(RECORD EXCERPTS)
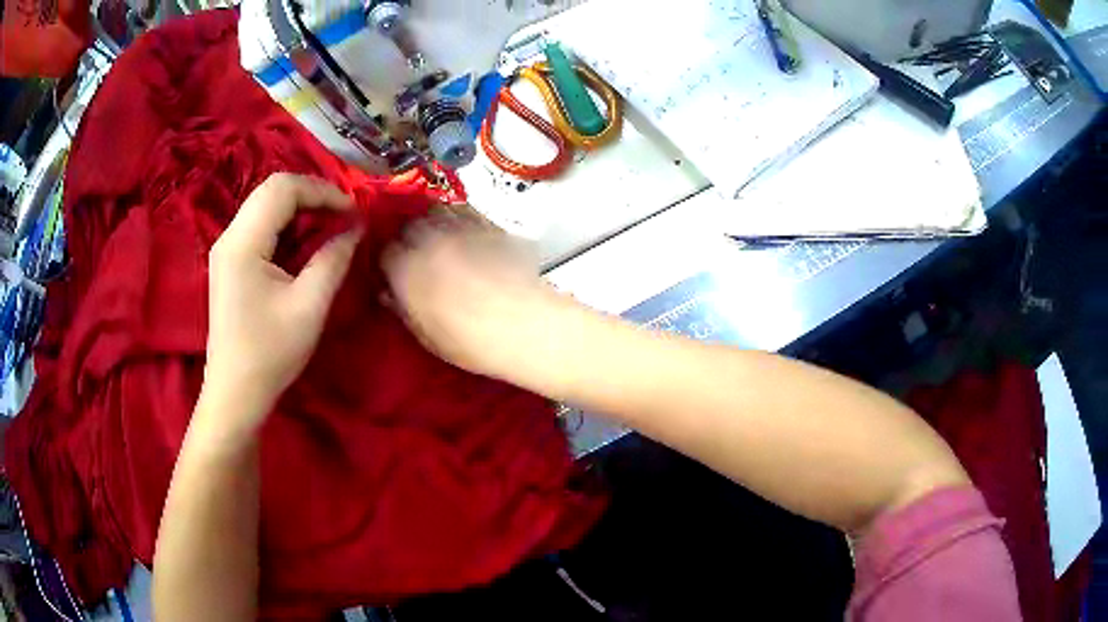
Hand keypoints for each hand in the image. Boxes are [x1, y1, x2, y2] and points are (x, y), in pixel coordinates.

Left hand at [202, 173, 361, 436]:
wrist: (236, 392)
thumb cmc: (270, 354)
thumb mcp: (309, 307)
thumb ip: (333, 259)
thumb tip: (356, 228)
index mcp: (242, 243)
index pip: (282, 189)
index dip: (321, 191)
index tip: (352, 211)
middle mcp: (229, 236)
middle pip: (272, 190)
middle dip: (312, 195)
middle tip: (343, 215)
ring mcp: (227, 248)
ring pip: (266, 205)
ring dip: (300, 208)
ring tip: (330, 226)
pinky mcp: (230, 262)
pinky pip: (261, 225)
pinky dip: (287, 225)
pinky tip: (305, 242)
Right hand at [381, 211, 565, 382]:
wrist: (524, 325)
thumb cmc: (470, 340)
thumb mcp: (426, 335)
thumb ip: (403, 309)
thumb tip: (389, 295)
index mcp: (405, 269)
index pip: (385, 253)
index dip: (389, 263)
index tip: (395, 274)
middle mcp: (428, 239)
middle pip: (408, 226)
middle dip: (408, 238)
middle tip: (416, 256)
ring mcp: (460, 228)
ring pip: (436, 211)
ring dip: (432, 223)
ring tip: (439, 240)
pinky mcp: (489, 224)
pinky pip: (465, 211)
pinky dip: (459, 218)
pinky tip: (466, 236)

(INSTRUCTIONS TO FOLLOW)
Search the entries for lines with the string "pinky", then report their number alone.

(OUTPUT FOR THIS EXERCISE)
8